Bueller? Bueller? Paulson? The answer is "B".

SecTreas Paulson says that if these limits are included, companies may be reluctant to participate in the bailout. Is he freakin' serious? If a company is so mismanaged with so little oversight that it would go into bankruptcy rather than restrict management salaries (particularly after the managers have proven to be such spectacular failures), the company is beyond any hope of redemption.

What does this say about Paulson, though, whose primary concern is for the welfare of corporate managers rather than anyone else? This reminds me very much of Carly Fiorina who (see blog post below) plainly thinks that being a highly-paid CEO of a billion-dollar company (a job she got fired from) is much harder than being President of the United States.

Even John McCain knows that taxpayer money shouldn't be spent on large executive bonuses for executives who, especially these, who totally failed their companies by greedily ignoring obviously unacceptable risks.
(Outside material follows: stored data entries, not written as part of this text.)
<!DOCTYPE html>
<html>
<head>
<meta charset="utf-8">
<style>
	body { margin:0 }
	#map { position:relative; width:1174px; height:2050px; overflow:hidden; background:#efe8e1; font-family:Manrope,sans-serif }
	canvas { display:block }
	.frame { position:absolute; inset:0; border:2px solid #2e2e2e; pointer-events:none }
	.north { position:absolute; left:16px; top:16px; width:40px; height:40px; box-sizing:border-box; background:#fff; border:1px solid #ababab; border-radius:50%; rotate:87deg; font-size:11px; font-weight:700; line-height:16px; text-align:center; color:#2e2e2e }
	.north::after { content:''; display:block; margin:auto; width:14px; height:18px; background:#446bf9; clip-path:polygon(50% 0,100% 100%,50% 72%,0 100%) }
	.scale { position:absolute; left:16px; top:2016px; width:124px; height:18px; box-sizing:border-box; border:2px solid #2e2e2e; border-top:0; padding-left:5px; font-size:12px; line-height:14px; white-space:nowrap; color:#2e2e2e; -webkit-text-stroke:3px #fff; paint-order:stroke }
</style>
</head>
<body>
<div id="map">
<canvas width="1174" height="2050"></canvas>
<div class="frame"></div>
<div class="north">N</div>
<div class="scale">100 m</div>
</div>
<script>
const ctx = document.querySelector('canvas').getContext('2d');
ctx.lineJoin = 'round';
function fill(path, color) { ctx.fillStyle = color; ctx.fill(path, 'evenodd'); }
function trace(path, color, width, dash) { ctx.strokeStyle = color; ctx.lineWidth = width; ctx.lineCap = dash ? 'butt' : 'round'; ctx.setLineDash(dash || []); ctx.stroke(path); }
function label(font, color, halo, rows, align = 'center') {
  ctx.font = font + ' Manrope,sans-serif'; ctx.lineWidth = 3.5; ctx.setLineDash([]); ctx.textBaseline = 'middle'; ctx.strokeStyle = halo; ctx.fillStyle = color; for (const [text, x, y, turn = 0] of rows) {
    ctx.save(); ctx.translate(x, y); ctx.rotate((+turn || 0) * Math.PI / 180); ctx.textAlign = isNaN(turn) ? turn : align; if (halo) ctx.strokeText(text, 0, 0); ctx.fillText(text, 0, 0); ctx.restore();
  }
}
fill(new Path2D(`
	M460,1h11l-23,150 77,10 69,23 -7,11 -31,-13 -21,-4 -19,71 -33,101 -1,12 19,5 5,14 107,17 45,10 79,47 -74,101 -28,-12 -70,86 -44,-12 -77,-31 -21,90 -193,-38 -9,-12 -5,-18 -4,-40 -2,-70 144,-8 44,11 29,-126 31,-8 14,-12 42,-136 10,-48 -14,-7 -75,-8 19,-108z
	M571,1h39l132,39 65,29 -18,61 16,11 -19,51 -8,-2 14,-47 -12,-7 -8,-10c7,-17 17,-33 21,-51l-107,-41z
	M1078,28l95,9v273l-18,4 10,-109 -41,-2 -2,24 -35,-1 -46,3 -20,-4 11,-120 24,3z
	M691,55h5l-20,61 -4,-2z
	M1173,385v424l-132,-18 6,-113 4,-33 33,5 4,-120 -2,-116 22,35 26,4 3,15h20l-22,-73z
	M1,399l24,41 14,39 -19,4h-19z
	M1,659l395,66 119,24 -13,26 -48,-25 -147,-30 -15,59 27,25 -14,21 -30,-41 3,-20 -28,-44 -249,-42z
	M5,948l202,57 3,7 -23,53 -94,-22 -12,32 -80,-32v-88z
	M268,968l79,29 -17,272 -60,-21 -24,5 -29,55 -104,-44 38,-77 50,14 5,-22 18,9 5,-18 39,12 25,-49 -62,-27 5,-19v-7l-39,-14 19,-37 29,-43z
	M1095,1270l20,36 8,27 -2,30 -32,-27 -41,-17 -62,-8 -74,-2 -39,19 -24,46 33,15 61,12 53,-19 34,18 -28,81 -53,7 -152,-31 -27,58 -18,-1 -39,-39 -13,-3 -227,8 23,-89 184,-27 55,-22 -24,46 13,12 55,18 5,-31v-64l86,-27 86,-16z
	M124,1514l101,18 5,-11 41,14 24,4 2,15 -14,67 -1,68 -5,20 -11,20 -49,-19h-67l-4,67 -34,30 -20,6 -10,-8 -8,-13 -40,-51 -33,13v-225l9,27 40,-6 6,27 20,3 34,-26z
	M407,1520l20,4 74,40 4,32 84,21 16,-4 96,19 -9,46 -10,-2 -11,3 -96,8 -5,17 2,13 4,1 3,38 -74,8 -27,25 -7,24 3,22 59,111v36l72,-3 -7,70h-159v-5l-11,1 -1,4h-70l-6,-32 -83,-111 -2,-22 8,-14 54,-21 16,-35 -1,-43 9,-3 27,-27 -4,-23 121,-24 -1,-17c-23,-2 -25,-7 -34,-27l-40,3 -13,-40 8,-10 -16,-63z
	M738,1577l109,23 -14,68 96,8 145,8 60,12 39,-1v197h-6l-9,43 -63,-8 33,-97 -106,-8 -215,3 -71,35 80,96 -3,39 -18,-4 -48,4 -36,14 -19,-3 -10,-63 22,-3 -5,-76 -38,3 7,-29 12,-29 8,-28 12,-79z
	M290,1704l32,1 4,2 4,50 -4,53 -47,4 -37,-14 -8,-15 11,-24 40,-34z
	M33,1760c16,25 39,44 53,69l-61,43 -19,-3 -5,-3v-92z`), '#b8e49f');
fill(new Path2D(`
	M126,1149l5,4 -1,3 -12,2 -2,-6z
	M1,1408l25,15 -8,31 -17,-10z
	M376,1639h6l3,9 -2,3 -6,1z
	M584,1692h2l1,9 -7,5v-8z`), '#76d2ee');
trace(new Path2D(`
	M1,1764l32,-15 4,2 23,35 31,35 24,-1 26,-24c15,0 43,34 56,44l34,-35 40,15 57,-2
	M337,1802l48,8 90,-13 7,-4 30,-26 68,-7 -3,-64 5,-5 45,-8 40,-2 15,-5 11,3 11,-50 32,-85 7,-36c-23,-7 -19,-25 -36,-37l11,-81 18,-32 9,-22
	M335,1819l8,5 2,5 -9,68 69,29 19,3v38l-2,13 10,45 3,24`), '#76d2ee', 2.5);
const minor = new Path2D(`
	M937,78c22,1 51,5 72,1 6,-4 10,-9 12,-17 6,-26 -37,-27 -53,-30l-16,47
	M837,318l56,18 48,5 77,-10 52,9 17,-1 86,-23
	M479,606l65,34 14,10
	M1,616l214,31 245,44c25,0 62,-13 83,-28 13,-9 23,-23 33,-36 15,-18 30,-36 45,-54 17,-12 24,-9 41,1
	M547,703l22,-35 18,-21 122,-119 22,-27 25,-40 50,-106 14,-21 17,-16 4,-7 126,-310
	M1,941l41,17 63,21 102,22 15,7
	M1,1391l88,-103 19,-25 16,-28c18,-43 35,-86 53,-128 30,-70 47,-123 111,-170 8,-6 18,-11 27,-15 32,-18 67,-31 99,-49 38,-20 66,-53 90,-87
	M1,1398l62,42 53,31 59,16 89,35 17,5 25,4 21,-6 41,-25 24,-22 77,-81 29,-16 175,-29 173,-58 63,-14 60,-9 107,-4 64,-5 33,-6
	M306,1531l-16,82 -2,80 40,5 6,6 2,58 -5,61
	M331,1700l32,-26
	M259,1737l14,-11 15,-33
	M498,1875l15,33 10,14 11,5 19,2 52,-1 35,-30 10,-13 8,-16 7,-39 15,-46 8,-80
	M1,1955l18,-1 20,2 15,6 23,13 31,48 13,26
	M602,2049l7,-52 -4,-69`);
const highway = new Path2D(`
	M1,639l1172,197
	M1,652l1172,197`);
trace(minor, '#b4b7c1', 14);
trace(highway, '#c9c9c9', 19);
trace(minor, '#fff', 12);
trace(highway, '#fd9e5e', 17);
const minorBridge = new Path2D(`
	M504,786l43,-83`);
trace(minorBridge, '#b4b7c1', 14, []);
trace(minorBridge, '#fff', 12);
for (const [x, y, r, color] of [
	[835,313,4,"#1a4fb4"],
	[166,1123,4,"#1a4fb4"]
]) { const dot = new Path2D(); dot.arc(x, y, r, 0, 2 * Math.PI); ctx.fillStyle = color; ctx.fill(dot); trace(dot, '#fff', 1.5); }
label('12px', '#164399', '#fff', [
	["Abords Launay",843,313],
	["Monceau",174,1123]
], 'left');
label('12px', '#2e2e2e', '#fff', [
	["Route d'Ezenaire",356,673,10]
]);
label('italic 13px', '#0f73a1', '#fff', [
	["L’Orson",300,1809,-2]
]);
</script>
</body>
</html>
Of course, McCain and other converts to better corporate governance is still hoping that Congress will not wake up tomorrow and realize that we should spend $1 trillion to bailout homeowners rather than investment banks. According to the Pew Research center, total residential mortgage indebtedness stands at about $9 trillion. According to CBSNews, the national default rate on mortgages stands at just over 1.3% (10.3 for each 1,000 homes). Note that that is not a very high default rate, really. In some states it is as high as 3%, others much less. So, for $90 billion, the goverment could pay off all defaulted mortgages. Of course, all the govt has to do, actually, is keep them *current*, not pay off the principal. At a fixed 30/yr rate times 5% interest, the monthly mortgage payments for the entire country woudl are about $48 billion (at 6%, it's $53 billion - you can do this on any mortgage calculator). So the government could, for $1 trillion, pay every mortgage in America for almost two years. Or it could pay half the mortgage payments for four years. Or it could pay the principal of 1/9 of everyone's mortgages. We could be even more creative. The government could spread the $1 trillion evenly to each homeowner (rather than pro rata depending on the size of the mortgage. The math is hard to do on a napkin, but this would mean that houses below the national average price would get a payoff greater than 1/9, and those above less. For many homeowners, this would be huge.

That's how much money, how much of OUR money, the government is about to hand to Wall Street to blow.

Of course, as a progressive, I find all of this a bit mirthful. As Mark Shields said, "there are no libertarians in a financial crisis." Not since the New Deal has the government hurled anything like a trillion dollars around with the express goal of staving off economic downturn. This is a vindication for every progressive who knew, during the last 25 years, that laissez-faire was French for "irresponsibility." I just want to start hearing them admit it publicly. McCain spent his entire adult life pushing for deregulation. Electing him would be the dumbest thing we could do.

1 comment:

Pombat said...

I totally agree that these execs should not be getting big payouts - they failed for pete's sake!

Question though: if you divided that $1 trillion not between homeowners, but between all the renters out there, how big a down-payment towards actually owning their own home would all those renters get?